What is required — Spot each line in the records below where the word "image" occurs, then copy it.
START Data for this task
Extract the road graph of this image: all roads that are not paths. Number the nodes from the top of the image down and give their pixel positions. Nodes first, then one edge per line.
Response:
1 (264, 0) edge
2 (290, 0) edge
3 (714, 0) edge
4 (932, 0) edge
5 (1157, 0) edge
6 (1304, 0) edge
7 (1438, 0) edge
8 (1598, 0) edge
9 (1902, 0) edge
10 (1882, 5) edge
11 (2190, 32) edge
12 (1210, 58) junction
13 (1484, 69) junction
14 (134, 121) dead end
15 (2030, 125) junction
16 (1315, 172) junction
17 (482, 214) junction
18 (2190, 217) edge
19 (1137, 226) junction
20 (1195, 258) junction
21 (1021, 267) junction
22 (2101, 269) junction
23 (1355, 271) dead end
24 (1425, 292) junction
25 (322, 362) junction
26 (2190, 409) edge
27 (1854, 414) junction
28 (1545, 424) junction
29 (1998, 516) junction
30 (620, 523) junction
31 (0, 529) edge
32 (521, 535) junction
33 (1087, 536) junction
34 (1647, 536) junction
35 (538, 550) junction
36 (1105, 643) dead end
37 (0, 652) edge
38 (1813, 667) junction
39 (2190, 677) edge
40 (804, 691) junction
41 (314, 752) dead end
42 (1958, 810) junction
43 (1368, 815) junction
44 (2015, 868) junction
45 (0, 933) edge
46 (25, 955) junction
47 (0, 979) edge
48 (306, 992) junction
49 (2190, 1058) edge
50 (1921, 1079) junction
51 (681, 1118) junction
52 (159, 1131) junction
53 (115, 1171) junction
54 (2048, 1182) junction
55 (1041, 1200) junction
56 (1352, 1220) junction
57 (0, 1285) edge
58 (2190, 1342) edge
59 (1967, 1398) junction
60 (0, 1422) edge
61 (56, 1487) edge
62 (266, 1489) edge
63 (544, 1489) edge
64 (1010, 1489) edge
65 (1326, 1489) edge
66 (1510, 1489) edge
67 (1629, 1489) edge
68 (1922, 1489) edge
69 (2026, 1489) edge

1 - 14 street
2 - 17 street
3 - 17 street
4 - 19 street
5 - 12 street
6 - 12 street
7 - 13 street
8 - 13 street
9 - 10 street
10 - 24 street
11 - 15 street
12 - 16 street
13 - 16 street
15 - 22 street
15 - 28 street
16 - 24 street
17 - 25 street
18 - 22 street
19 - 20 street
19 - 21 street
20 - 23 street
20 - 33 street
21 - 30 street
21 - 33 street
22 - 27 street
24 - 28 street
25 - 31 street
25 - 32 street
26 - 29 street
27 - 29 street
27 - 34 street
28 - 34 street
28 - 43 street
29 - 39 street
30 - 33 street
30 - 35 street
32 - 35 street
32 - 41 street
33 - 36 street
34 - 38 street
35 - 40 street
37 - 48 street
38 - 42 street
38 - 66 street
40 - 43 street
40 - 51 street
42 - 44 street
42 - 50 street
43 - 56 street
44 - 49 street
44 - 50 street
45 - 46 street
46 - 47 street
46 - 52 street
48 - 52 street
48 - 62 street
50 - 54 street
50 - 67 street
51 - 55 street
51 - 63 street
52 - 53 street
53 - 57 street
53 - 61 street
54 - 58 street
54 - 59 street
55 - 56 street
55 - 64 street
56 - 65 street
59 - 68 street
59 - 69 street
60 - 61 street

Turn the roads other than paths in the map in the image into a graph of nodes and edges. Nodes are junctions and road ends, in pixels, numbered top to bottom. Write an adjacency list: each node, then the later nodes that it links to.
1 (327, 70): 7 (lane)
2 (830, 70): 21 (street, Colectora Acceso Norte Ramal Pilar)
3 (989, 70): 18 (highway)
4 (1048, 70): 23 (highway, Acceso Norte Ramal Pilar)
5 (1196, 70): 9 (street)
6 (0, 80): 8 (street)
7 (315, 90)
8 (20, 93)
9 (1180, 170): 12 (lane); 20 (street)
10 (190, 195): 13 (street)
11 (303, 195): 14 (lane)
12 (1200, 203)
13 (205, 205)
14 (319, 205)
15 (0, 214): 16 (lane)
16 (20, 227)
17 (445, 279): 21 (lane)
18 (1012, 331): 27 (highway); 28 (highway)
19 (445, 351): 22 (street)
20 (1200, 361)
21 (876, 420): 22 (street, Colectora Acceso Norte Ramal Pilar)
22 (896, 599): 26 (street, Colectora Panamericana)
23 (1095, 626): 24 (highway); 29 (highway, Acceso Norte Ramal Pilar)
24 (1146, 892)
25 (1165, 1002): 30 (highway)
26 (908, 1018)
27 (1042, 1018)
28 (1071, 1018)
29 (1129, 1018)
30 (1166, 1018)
END Data for this task
Result below —
Extract the road graph of this image: all roads that are not paths. Number the nodes from the top of the image down and give their pixel positions. Nodes first, then one edge per line.
Turn the roads other than paths in the map in the image into a graph of nodes and edges. Nodes are junctions and road ends, in pixels, numbered top to bottom. Write an adjacency list: each node, then the later nodes that it links to.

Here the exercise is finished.